Fear cost Chelsea their place in the 2009 Champions League final, not the Norwegian referee, Tom Henning Ovrebo, according to Barcelona's Dani Alves.

As Chelsea look to get even for the events of three years ago when they felt they were denied four clear penalties, Alves says in an interview in these pages: "There's no doubt that was the hardest game we've played but a team with a man advantage playing at home and winning should have attacked us more.

"People say Chelsea could have won but for the referee but that is not our problem. We were there to play football, to compete and try to get to the final. Chelsea did not reach the final because of fear."

The idea that fortune only favours the brave against Barça was echoed by Andres Iniesta last night. The player who broke Chelsea hearts with his injury-time equaliser said: "There were decisions that went against us as well. We went for the game and we kept creating chances. I don't think the refereeing decisions that night are worth going over again."

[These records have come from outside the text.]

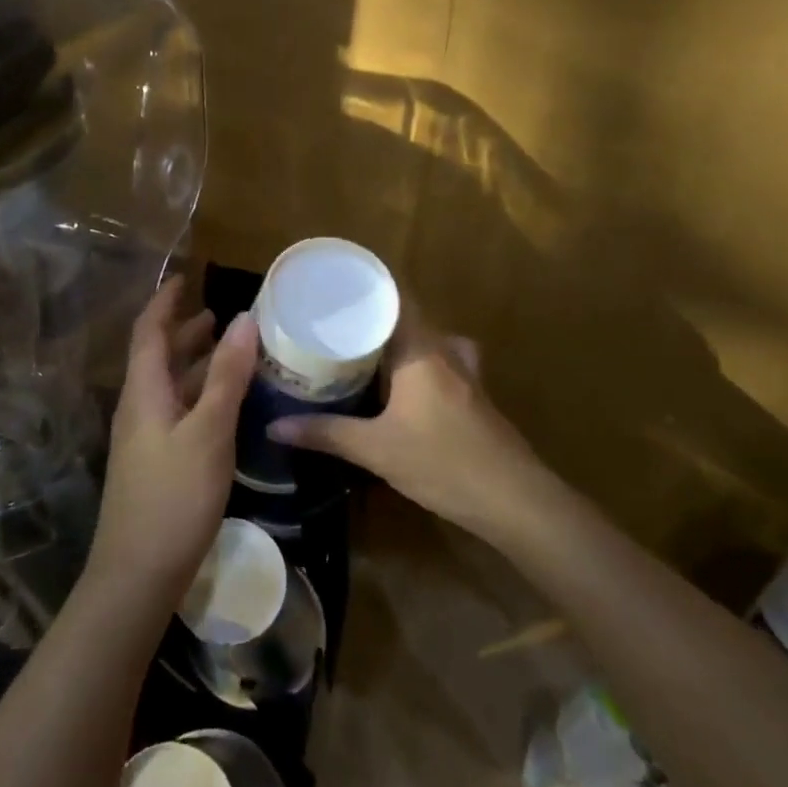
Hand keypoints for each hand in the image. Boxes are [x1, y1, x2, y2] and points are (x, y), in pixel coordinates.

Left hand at [89, 276, 258, 594]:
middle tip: (218, 315)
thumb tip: (243, 319)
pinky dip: (200, 395)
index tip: (185, 277)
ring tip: (229, 350)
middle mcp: (139, 407)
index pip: (148, 331)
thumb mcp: (208, 431)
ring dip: (195, 363)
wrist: (138, 573)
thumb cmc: (174, 496)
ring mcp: (145, 437)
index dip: (165, 301)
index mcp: (144, 391)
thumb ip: (227, 376)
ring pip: (170, 386)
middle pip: (158, 356)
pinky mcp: (155, 462)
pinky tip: (225, 404)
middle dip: (184, 331)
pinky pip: (178, 411)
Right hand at [267, 302, 541, 543]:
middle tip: (328, 321)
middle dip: (369, 317)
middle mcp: (444, 350)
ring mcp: (464, 372)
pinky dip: (412, 363)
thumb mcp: (375, 450)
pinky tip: (396, 385)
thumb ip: (324, 433)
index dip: (365, 287)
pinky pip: (436, 362)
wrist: (514, 500)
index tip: (331, 286)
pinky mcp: (472, 395)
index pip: (394, 297)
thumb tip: (273, 426)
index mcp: (420, 349)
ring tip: (356, 347)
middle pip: (405, 317)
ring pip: (423, 340)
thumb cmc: (443, 463)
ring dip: (393, 341)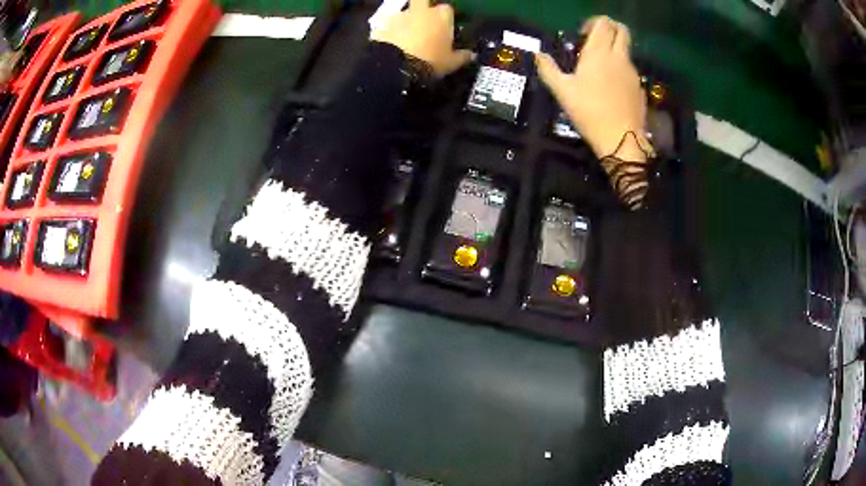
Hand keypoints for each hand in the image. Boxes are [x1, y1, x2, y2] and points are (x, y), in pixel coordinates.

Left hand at [371, 0, 473, 77]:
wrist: (397, 67)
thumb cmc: (431, 61)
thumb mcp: (451, 63)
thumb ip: (462, 56)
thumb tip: (472, 55)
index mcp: (441, 15)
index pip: (447, 9)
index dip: (446, 17)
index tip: (446, 27)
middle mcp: (421, 10)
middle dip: (424, 6)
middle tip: (425, 20)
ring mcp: (399, 16)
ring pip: (405, 13)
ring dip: (406, 21)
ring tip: (406, 37)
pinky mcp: (381, 25)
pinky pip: (389, 26)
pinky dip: (390, 32)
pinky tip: (392, 44)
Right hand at [536, 17, 648, 160]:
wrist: (621, 139)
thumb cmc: (589, 112)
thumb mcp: (562, 91)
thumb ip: (548, 69)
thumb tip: (538, 54)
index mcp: (599, 52)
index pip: (604, 23)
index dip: (594, 22)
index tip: (583, 34)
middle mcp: (618, 57)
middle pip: (622, 30)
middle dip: (610, 28)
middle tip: (596, 41)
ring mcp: (632, 72)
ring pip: (626, 50)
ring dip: (614, 50)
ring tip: (600, 68)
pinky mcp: (639, 86)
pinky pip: (630, 69)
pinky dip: (620, 69)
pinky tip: (611, 86)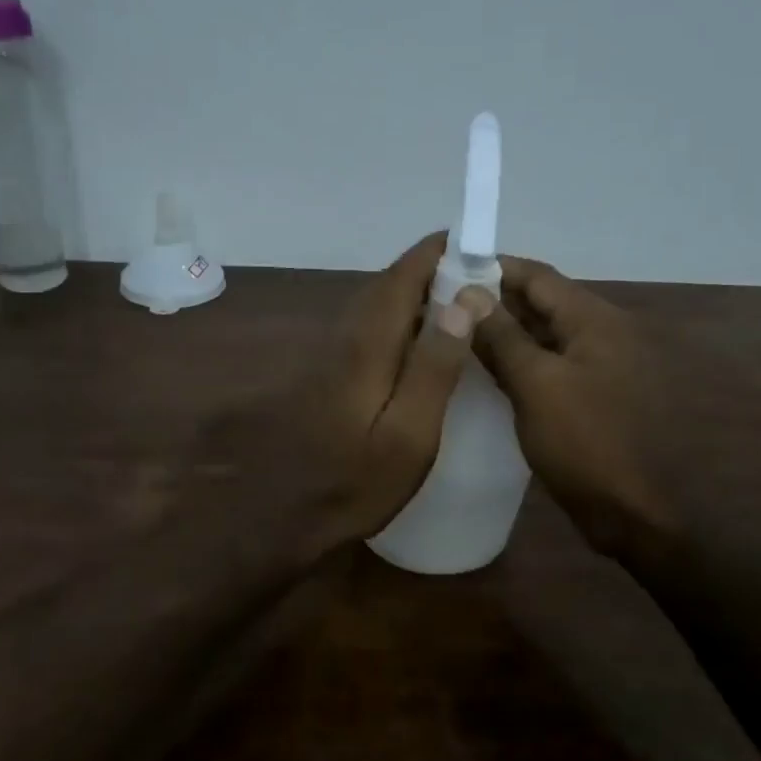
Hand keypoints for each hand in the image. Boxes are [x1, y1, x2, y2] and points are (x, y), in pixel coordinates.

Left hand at [214, 232, 488, 561]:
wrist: (283, 516)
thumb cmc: (355, 482)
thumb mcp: (410, 433)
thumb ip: (434, 367)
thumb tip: (462, 302)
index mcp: (368, 344)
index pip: (403, 275)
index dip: (437, 253)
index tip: (474, 243)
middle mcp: (346, 337)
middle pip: (389, 285)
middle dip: (431, 271)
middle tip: (477, 277)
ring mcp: (333, 356)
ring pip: (378, 306)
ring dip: (416, 295)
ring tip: (459, 305)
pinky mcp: (330, 376)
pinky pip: (371, 329)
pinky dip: (401, 321)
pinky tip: (421, 346)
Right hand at [468, 256, 679, 554]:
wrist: (629, 512)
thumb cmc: (583, 443)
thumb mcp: (536, 384)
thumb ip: (502, 335)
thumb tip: (468, 292)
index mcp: (596, 320)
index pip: (538, 276)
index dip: (493, 268)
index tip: (448, 269)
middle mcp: (603, 333)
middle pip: (542, 303)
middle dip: (494, 300)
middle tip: (442, 304)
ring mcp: (599, 366)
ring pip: (544, 335)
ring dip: (505, 332)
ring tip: (454, 333)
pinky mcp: (591, 395)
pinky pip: (550, 364)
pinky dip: (520, 360)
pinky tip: (485, 369)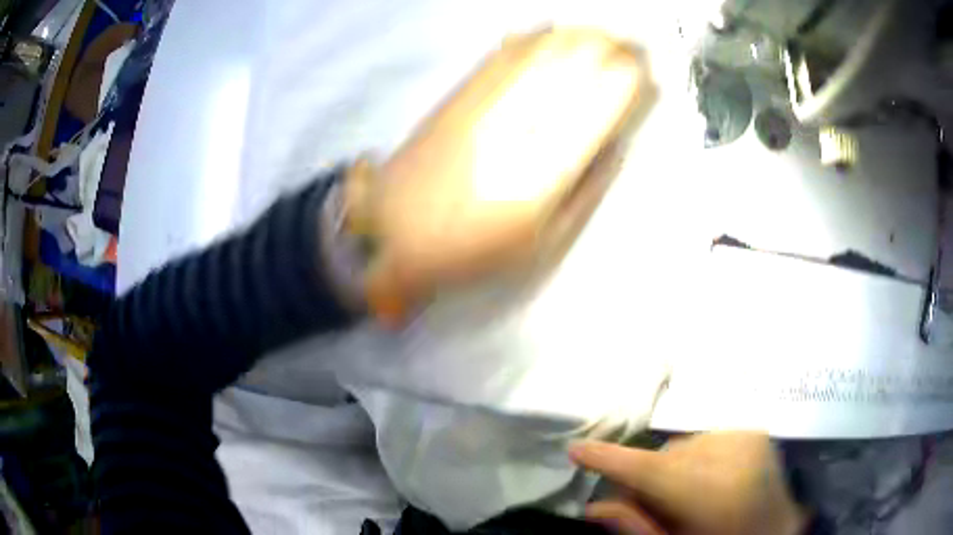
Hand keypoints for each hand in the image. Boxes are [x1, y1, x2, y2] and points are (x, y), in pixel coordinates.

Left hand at [343, 28, 654, 321]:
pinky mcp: (459, 93)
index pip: (601, 103)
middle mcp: (520, 122)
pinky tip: (550, 29)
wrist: (394, 233)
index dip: (627, 80)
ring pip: (541, 50)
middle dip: (611, 47)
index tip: (645, 72)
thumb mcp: (543, 244)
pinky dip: (532, 36)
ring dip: (577, 34)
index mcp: (548, 167)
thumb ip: (587, 191)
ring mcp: (486, 101)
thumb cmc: (474, 250)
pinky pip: (502, 52)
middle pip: (574, 65)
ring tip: (601, 32)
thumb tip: (613, 145)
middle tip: (631, 44)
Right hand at [570, 432, 806, 534]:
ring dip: (669, 468)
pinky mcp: (755, 433)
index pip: (651, 470)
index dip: (611, 460)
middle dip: (644, 476)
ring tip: (677, 496)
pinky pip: (705, 440)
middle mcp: (734, 455)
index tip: (576, 449)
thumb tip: (594, 506)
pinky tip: (701, 481)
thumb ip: (636, 528)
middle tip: (638, 502)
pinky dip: (693, 459)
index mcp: (716, 493)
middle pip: (665, 456)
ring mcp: (749, 438)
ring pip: (683, 446)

Iniesta did admit that Chelsea's elimination in the dying seconds will only serve as inspiration to Roberto Di Matteo's players in tomorrow's Champions League semi-final first leg. "It's understandable that they will be extremely motivated," he said. "When they were knocked out they were almost in the final. If it was the other way round then we would have that extra desire to win the game. But the greatest motivation is just being one step from the final."

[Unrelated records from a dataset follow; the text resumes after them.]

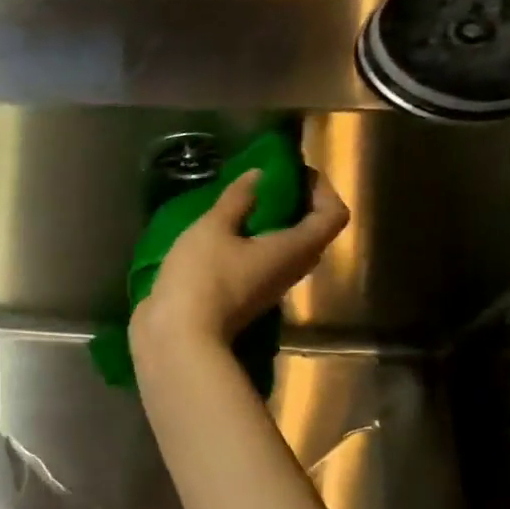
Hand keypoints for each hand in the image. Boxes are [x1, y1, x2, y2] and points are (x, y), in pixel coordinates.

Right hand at [132, 168, 349, 352]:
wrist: (177, 336)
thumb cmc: (201, 277)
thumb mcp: (213, 229)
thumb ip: (237, 200)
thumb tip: (258, 176)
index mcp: (293, 249)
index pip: (332, 215)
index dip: (323, 189)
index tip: (295, 172)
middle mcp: (289, 270)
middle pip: (313, 234)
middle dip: (298, 204)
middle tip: (269, 185)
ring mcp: (267, 288)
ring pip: (286, 251)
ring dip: (273, 226)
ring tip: (243, 206)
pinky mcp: (245, 299)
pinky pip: (262, 264)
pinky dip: (252, 244)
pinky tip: (222, 234)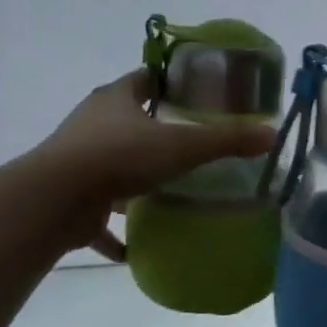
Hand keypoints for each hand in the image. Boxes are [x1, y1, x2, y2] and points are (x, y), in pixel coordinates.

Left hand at [27, 69, 276, 261]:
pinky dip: (113, 231)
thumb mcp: (183, 145)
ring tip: (167, 192)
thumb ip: (227, 140)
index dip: (169, 83)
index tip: (194, 94)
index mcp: (116, 99)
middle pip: (127, 120)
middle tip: (190, 143)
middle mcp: (92, 124)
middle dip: (154, 130)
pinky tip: (134, 247)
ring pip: (110, 165)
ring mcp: (76, 161)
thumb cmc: (120, 157)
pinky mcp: (69, 200)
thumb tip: (272, 134)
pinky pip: (96, 216)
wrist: (55, 200)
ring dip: (133, 179)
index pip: (145, 78)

Iniesta paid tribute to Chelsea's Frank Lampard and Didier Drogba. Asked if they would be more dangerous than usual because this was their last chance to reach the final, he said: "What makes them dangerous is not that this could be their last chance, or their second-to-last chance, what makes them dangerous is that they have been the best in their position during their entire careers. It is not about their age it is about the fact that they are great players."